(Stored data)
╔══
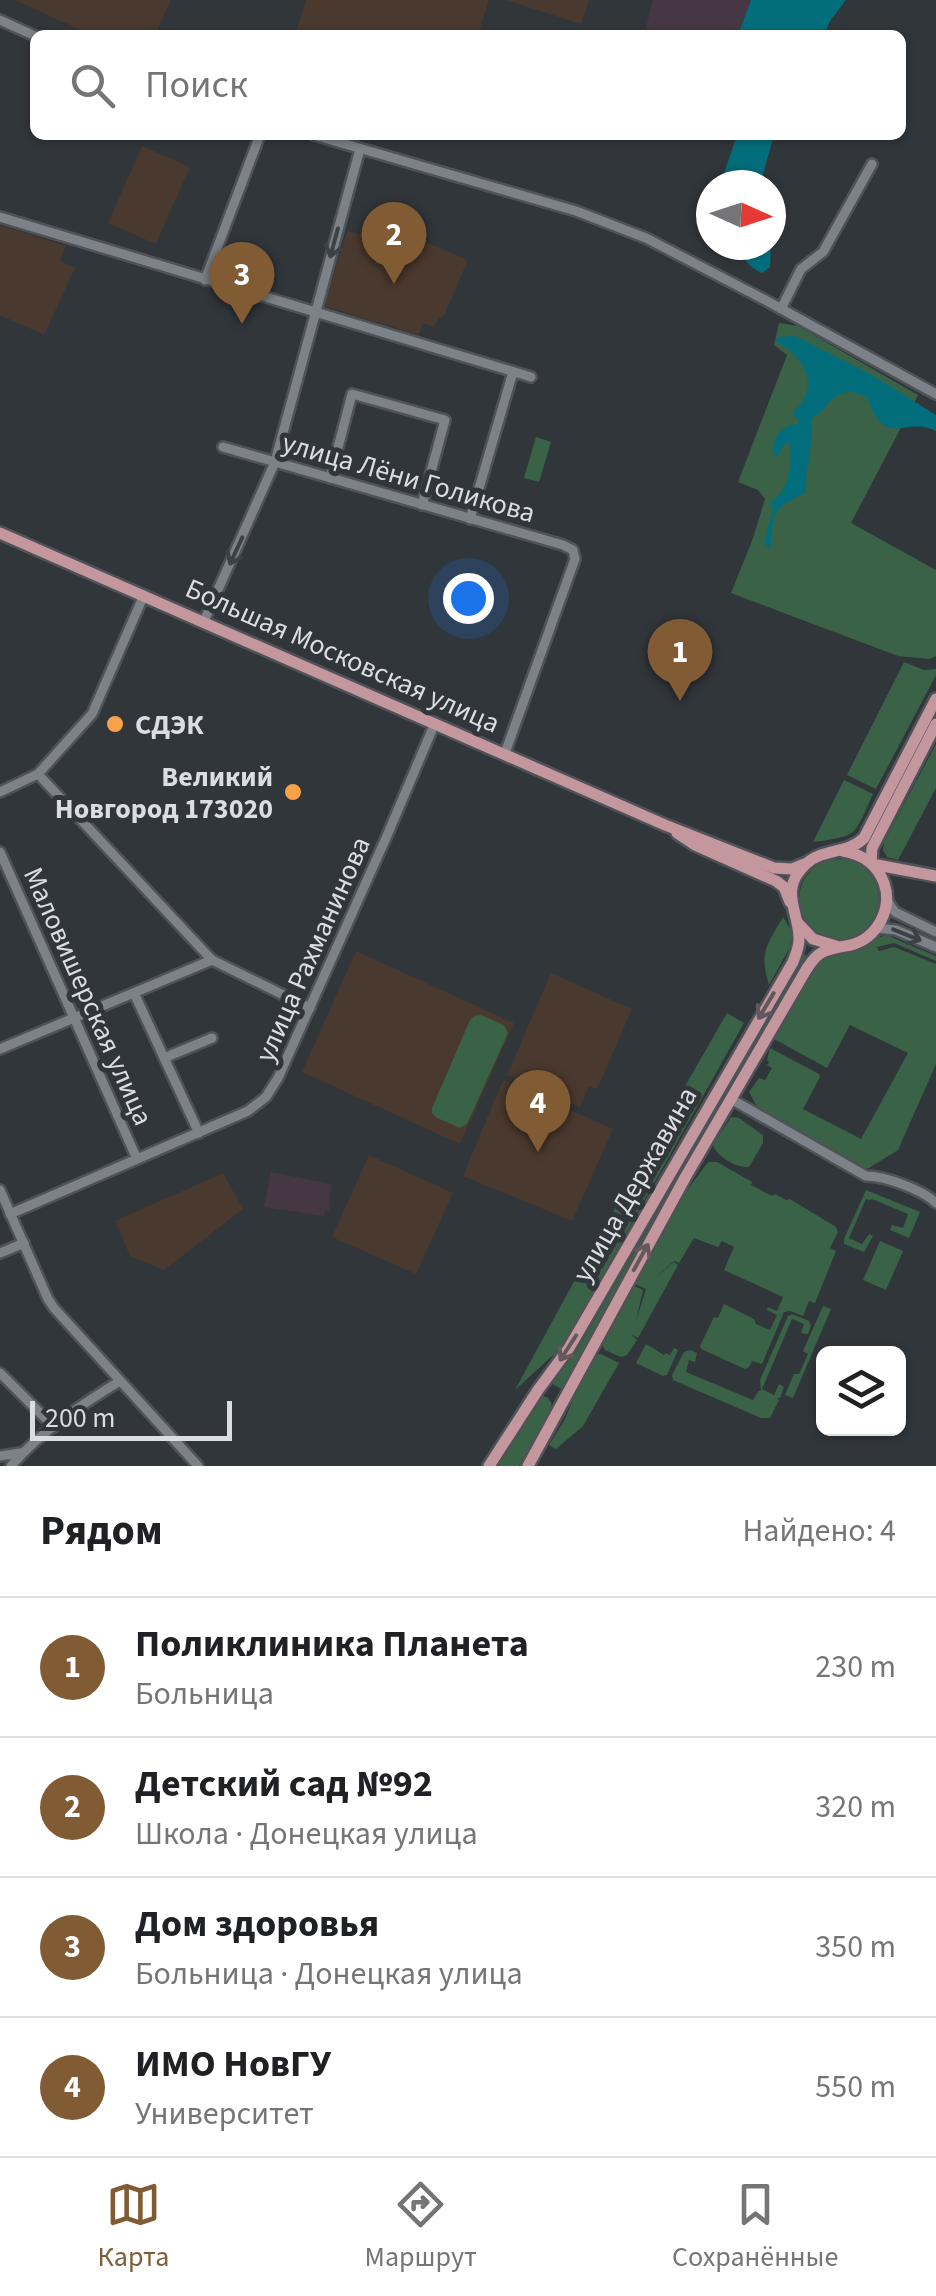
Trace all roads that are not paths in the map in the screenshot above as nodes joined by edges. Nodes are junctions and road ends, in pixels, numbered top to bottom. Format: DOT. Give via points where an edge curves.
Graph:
graph roads {
  1 [pos="0,20"];
  2 [pos="30,34"];
  3 [pos="258,140"];
  4 [pos="332,140"];
  5 [pos="360,148"];
  6 [pos="872,164"];
  7 [pos="0,217"];
  8 [pos="205,280"];
  9 [pos="781,309"];
  10 [pos="315,314"];
  11 [pos="513,372"];
  12 [pos="530,377"];
  13 [pos="936,394"];
  14 [pos="223,447"];
  15 [pos="275,462"];
  16 [pos="330,478"];
  17 [pos="422,505"];
  18 [pos="470,518"];
  19 [pos="0,532"];
  20 [pos="144,595"];
  21 [pos="204,621"];
  22 [pos="936,698"];
  23 [pos="434,722"];
  24 [pos="936,724"];
  25 [pos="504,753"];
  26 [pos="38,774"];
  27 [pos="0,792"];
  28 [pos="666,824"];
  29 [pos="0,852"];
  30 [pos="828,852"];
  31 [pos="812,859"];
  32 [pos="871,864"];
  33 [pos="899,869"];
  34 [pos="936,876"];
  35 [pos="886,899"];
  36 [pos="794,914"];
  37 [pos="876,928"];
  38 [pos="936,932"];
  39 [pos="840,946"];
  40 [pos="936,947"];
  41 [pos="212,960"];
  42 [pos="134,993"];
  43 [pos="310,1008"];
  44 [pos="74,1018"];
  45 [pos="212,1038"];
  46 [pos="0,1049"];
  47 [pos="164,1058"];
  48 [pos="732,1098"];
  49 [pos="199,1132"];
  50 [pos="137,1159"];
  51 [pos="672,1168"];
  52 [pos="686,1176"];
  53 [pos="0,1190"];
  54 [pos="936,1203"];
  55 [pos="10,1214"];
  56 [pos="24,1242"];
  57 [pos="0,1254"];
  58 [pos="0,1374"];
  59 [pos="120,1381"];
  60 [pos="538,1390"];
  61 [pos="561,1406"];
  62 [pos="54,1426"];
  63 [pos="22,1453"];
  64 [pos="0,1456"];
  65 [pos="11,1466"];
  66 [pos="198,1466"];
  67 [pos="489,1466"];
  68 [pos="528,1466"];
  1 -- 2 [label="street"];
  3 -- 8 [label="street"];
  4 -- 5 [label="street"];
  5 -- 9 [label="street" via="609,223"];
  5 -- 10 [label="street, one-way"];
  6 -- 9 [label="street"];
  7 -- 8 [label="street"];
  8 -- 10 [label="street"];
  9 -- 13 [label="street"];
  10 -- 11 [label="street"];
  10 -- 15 [label="street"];
  11 -- 12 [label="street"];
  11 -- 18 [label="street"];
  14 -- 15 [label="street, улица Лёни Голикова"];
  15 -- 16 [label="street, улица Лёни Голикова"];
  15 -- 21 [label="street, one-way"];
  16 -- 17 [label="street, улица Лёни Голикова"];
  16 -- 17 [label="street" via="352,394 406,407 445,420"];
  17 -- 18 [label="street, улица Лёни Голикова"];
  18 -- 25 [label="street, улица Лёни Голикова" via="567,546 575,559"];
  19 -- 20 [label="main road, Большая Московская улица"];
  20 -- 21 [label="main road, Большая Московская улица"];
  20 -- 26 [label="street" via="92,714"];
  21 -- 23 [label="main road, Большая Московская улица"];
  22 -- 30 [label="main road" via="864,838"];
  23 -- 25 [label="main road, Большая Московская улица"];
  23 -- 43 [label="street, улица Рахманинова"];
  24 -- 32 [label="main road" via="872,848"];
  25 -- 28 [label="main road, Большая Московская улица"];
  26 -- 27 [label="street"];
  26 -- 41 [label="street"];
  28 -- 31 [label="main road, Большая Московская улица" via="774,868"];
  28 -- 36 [label="main road, Большая Московская улица" via="695,846 776,880"];
  29 -- 44 [label="street, Маловишерская улица"];
  30 -- 31 [label="main road"];
  30 -- 32 [label="main road"];
  31 -- 36 [label="main road, улица Державина" via="794,881"];
  32 -- 33 [label="main road"];
  32 -- 35 [label="main road"];
  33 -- 34 [label="main road"];
  33 -- 35 [label="main road"];
  35 -- 37 [label="main road"];
  35 -- 38 [label="street" via="903,917"];
  36 -- 39 [label="main road" via="813,939"];
  36 -- 51 [label="main road, улица Державина, one-way" via="800,935 793,962"];
  37 -- 39 [label="main road, улица Державина"];
  37 -- 40 [label="street, one-way"];
  39 -- 48 [label="main road, улица Державина" via="816,956 806,970"];
  41 -- 42 [label="street"];
  41 -- 43 [label="street"];
  42 -- 44 [label="street"];
  42 -- 47 [label="street"];
  43 -- 49 [label="street, улица Рахманинова" via="266,1098"];
  44 -- 46 [label="street"];
  44 -- 50 [label="street, Маловишерская улица"];
  45 -- 47 [label="street"];
  47 -- 49 [label="street"];
  48 -- 52 [label="main road, улица Державина"];
  48 -- 54 [label="street" via="866,1176"];
  49 -- 50 [label="street, улица Рахманинова"];
  50 -- 55 [label="street, улица Рахманинова"];
  51 -- 52 [label="main road"];
  51 -- 60 [label="main road, улица Державина, one-way"];
  61 -- 52 [label="main road, улица Державина, one-way"];
  53 -- 55 [label="street"];
  55 -- 56 [label="street"];
  56 -- 57 [label="street"];
  56 -- 59 [label="street" via="48,1298"];
  58 -- 62 [label="street"];
  59 -- 62 [label="street"];
  59 -- 66 [label="street"];
  60 -- 61 [label="main road"];
  60 -- 67 [label="main road, улица Державина"];
  61 -- 68 [label="main road, улица Державина"];
  62 -- 63 [label="street"];
  63 -- 64 [label="street"];
  63 -- 65 [label="street"];
}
╚══
About this exercise: Exclude the images and reproduce the remaining data exactly.

Finished task:
Trace all roads that are not paths in the map in the screenshot above as nodes joined by edges. Nodes are junctions and road ends, in pixels, numbered top to bottom. Format: DOT. Give via points where an edge curves.
Graph:
graph roads {
  1 [pos="0,20"];
  2 [pos="30,34"];
  3 [pos="258,140"];
  4 [pos="332,140"];
  5 [pos="360,148"];
  6 [pos="872,164"];
  7 [pos="0,217"];
  8 [pos="205,280"];
  9 [pos="781,309"];
  10 [pos="315,314"];
  11 [pos="513,372"];
  12 [pos="530,377"];
  13 [pos="936,394"];
  14 [pos="223,447"];
  15 [pos="275,462"];
  16 [pos="330,478"];
  17 [pos="422,505"];
  18 [pos="470,518"];
  19 [pos="0,532"];
  20 [pos="144,595"];
  21 [pos="204,621"];
  22 [pos="936,698"];
  23 [pos="434,722"];
  24 [pos="936,724"];
  25 [pos="504,753"];
  26 [pos="38,774"];
  27 [pos="0,792"];
  28 [pos="666,824"];
  29 [pos="0,852"];
  30 [pos="828,852"];
  31 [pos="812,859"];
  32 [pos="871,864"];
  33 [pos="899,869"];
  34 [pos="936,876"];
  35 [pos="886,899"];
  36 [pos="794,914"];
  37 [pos="876,928"];
  38 [pos="936,932"];
  39 [pos="840,946"];
  40 [pos="936,947"];
  41 [pos="212,960"];
  42 [pos="134,993"];
  43 [pos="310,1008"];
  44 [pos="74,1018"];
  45 [pos="212,1038"];
  46 [pos="0,1049"];
  47 [pos="164,1058"];
  48 [pos="732,1098"];
  49 [pos="199,1132"];
  50 [pos="137,1159"];
  51 [pos="672,1168"];
  52 [pos="686,1176"];
  53 [pos="0,1190"];
  54 [pos="936,1203"];
  55 [pos="10,1214"];
  56 [pos="24,1242"];
  57 [pos="0,1254"];
  58 [pos="0,1374"];
  59 [pos="120,1381"];
  60 [pos="538,1390"];
  61 [pos="561,1406"];
  62 [pos="54,1426"];
  63 [pos="22,1453"];
  64 [pos="0,1456"];
  65 [pos="11,1466"];
  66 [pos="198,1466"];
  67 [pos="489,1466"];
  68 [pos="528,1466"];
  1 -- 2 [label="street"];
  3 -- 8 [label="street"];
  4 -- 5 [label="street"];
  5 -- 9 [label="street" via="609,223"];
  5 -- 10 [label="street, one-way"];
  6 -- 9 [label="street"];
  7 -- 8 [label="street"];
  8 -- 10 [label="street"];
  9 -- 13 [label="street"];
  10 -- 11 [label="street"];
  10 -- 15 [label="street"];
  11 -- 12 [label="street"];
  11 -- 18 [label="street"];
  14 -- 15 [label="street, улица Лёни Голикова"];
  15 -- 16 [label="street, улица Лёни Голикова"];
  15 -- 21 [label="street, one-way"];
  16 -- 17 [label="street, улица Лёни Голикова"];
  16 -- 17 [label="street" via="352,394 406,407 445,420"];
  17 -- 18 [label="street, улица Лёни Голикова"];
  18 -- 25 [label="street, улица Лёни Голикова" via="567,546 575,559"];
  19 -- 20 [label="main road, Большая Московская улица"];
  20 -- 21 [label="main road, Большая Московская улица"];
  20 -- 26 [label="street" via="92,714"];
  21 -- 23 [label="main road, Большая Московская улица"];
  22 -- 30 [label="main road" via="864,838"];
  23 -- 25 [label="main road, Большая Московская улица"];
  23 -- 43 [label="street, улица Рахманинова"];
  24 -- 32 [label="main road" via="872,848"];
  25 -- 28 [label="main road, Большая Московская улица"];
  26 -- 27 [label="street"];
  26 -- 41 [label="street"];
  28 -- 31 [label="main road, Большая Московская улица" via="774,868"];
  28 -- 36 [label="main road, Большая Московская улица" via="695,846 776,880"];
  29 -- 44 [label="street, Маловишерская улица"];
  30 -- 31 [label="main road"];
  30 -- 32 [label="main road"];
  31 -- 36 [label="main road, улица Державина" via="794,881"];
  32 -- 33 [label="main road"];
  32 -- 35 [label="main road"];
  33 -- 34 [label="main road"];
  33 -- 35 [label="main road"];
  35 -- 37 [label="main road"];
  35 -- 38 [label="street" via="903,917"];
  36 -- 39 [label="main road" via="813,939"];
  36 -- 51 [label="main road, улица Державина, one-way" via="800,935 793,962"];
  37 -- 39 [label="main road, улица Державина"];
  37 -- 40 [label="street, one-way"];
  39 -- 48 [label="main road, улица Державина" via="816,956 806,970"];
  41 -- 42 [label="street"];
  41 -- 43 [label="street"];
  42 -- 44 [label="street"];
  42 -- 47 [label="street"];
  43 -- 49 [label="street, улица Рахманинова" via="266,1098"];
  44 -- 46 [label="street"];
  44 -- 50 [label="street, Маловишерская улица"];
  45 -- 47 [label="street"];
  47 -- 49 [label="street"];
  48 -- 52 [label="main road, улица Державина"];
  48 -- 54 [label="street" via="866,1176"];
  49 -- 50 [label="street, улица Рахманинова"];
  50 -- 55 [label="street, улица Рахманинова"];
  51 -- 52 [label="main road"];
  51 -- 60 [label="main road, улица Державина, one-way"];
  61 -- 52 [label="main road, улица Державина, one-way"];
  53 -- 55 [label="street"];
  55 -- 56 [label="street"];
  56 -- 57 [label="street"];
  56 -- 59 [label="street" via="48,1298"];
  58 -- 62 [label="street"];
  59 -- 62 [label="street"];
  59 -- 66 [label="street"];
  60 -- 61 [label="main road"];
  60 -- 67 [label="main road, улица Державина"];
  61 -- 68 [label="main road, улица Державина"];
  62 -- 63 [label="street"];
  63 -- 64 [label="street"];
  63 -- 65 [label="street"];
}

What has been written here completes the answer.